───── THE DATA

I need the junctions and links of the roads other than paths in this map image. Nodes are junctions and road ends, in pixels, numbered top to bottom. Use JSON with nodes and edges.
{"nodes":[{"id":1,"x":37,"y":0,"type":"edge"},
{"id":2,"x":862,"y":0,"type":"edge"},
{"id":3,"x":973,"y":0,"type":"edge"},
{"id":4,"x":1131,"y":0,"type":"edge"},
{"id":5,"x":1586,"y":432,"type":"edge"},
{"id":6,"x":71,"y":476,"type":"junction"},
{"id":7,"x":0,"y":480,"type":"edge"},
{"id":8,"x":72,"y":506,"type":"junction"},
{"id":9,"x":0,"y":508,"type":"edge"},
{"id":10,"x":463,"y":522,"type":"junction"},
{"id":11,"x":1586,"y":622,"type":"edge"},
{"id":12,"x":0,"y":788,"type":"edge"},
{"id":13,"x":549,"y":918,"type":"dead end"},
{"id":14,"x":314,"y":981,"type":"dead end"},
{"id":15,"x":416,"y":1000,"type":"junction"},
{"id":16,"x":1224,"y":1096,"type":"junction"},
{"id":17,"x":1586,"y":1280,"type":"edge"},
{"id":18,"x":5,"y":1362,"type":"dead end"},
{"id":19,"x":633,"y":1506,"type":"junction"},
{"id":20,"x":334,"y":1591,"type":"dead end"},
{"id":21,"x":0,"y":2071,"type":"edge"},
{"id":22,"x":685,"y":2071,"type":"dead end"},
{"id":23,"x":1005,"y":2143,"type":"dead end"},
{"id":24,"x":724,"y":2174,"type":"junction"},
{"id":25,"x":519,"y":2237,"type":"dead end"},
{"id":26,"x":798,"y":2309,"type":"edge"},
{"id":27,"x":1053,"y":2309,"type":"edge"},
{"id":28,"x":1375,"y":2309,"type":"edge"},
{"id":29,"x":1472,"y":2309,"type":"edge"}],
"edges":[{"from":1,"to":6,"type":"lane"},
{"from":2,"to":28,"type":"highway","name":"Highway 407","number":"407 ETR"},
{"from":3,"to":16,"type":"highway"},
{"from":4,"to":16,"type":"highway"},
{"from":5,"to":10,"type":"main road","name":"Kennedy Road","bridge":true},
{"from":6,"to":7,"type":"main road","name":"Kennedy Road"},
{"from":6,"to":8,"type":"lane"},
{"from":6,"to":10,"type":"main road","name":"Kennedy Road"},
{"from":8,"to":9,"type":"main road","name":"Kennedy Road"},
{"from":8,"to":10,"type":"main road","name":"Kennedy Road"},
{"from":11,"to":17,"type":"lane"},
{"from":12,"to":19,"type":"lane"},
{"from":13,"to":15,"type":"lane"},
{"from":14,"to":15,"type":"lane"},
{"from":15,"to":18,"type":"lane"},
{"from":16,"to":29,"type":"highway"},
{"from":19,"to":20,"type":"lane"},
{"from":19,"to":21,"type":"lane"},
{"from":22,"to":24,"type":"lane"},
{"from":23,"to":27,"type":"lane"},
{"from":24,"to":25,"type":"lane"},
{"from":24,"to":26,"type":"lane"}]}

──────────

▸ **DIRECTIONS**: An exact copy of all the entries is what's needed; write it out.

▸ **WRITTEN ANSWER**:
I need the junctions and links of the roads other than paths in this map image. Nodes are junctions and road ends, in pixels, numbered top to bottom. Use JSON with nodes and edges.
{"nodes":[{"id":1,"x":37,"y":0,"type":"edge"},
{"id":2,"x":862,"y":0,"type":"edge"},
{"id":3,"x":973,"y":0,"type":"edge"},
{"id":4,"x":1131,"y":0,"type":"edge"},
{"id":5,"x":1586,"y":432,"type":"edge"},
{"id":6,"x":71,"y":476,"type":"junction"},
{"id":7,"x":0,"y":480,"type":"edge"},
{"id":8,"x":72,"y":506,"type":"junction"},
{"id":9,"x":0,"y":508,"type":"edge"},
{"id":10,"x":463,"y":522,"type":"junction"},
{"id":11,"x":1586,"y":622,"type":"edge"},
{"id":12,"x":0,"y":788,"type":"edge"},
{"id":13,"x":549,"y":918,"type":"dead end"},
{"id":14,"x":314,"y":981,"type":"dead end"},
{"id":15,"x":416,"y":1000,"type":"junction"},
{"id":16,"x":1224,"y":1096,"type":"junction"},
{"id":17,"x":1586,"y":1280,"type":"edge"},
{"id":18,"x":5,"y":1362,"type":"dead end"},
{"id":19,"x":633,"y":1506,"type":"junction"},
{"id":20,"x":334,"y":1591,"type":"dead end"},
{"id":21,"x":0,"y":2071,"type":"edge"},
{"id":22,"x":685,"y":2071,"type":"dead end"},
{"id":23,"x":1005,"y":2143,"type":"dead end"},
{"id":24,"x":724,"y":2174,"type":"junction"},
{"id":25,"x":519,"y":2237,"type":"dead end"},
{"id":26,"x":798,"y":2309,"type":"edge"},
{"id":27,"x":1053,"y":2309,"type":"edge"},
{"id":28,"x":1375,"y":2309,"type":"edge"},
{"id":29,"x":1472,"y":2309,"type":"edge"}],
"edges":[{"from":1,"to":6,"type":"lane"},
{"from":2,"to":28,"type":"highway","name":"Highway 407","number":"407 ETR"},
{"from":3,"to":16,"type":"highway"},
{"from":4,"to":16,"type":"highway"},
{"from":5,"to":10,"type":"main road","name":"Kennedy Road","bridge":true},
{"from":6,"to":7,"type":"main road","name":"Kennedy Road"},
{"from":6,"to":8,"type":"lane"},
{"from":6,"to":10,"type":"main road","name":"Kennedy Road"},
{"from":8,"to":9,"type":"main road","name":"Kennedy Road"},
{"from":8,"to":10,"type":"main road","name":"Kennedy Road"},
{"from":11,"to":17,"type":"lane"},
{"from":12,"to":19,"type":"lane"},
{"from":13,"to":15,"type":"lane"},
{"from":14,"to":15,"type":"lane"},
{"from":15,"to":18,"type":"lane"},
{"from":16,"to":29,"type":"highway"},
{"from":19,"to":20,"type":"lane"},
{"from":19,"to":21,"type":"lane"},
{"from":22,"to":24,"type":"lane"},
{"from":23,"to":27,"type":"lane"},
{"from":24,"to":25,"type":"lane"},
{"from":24,"to":26,"type":"lane"}]}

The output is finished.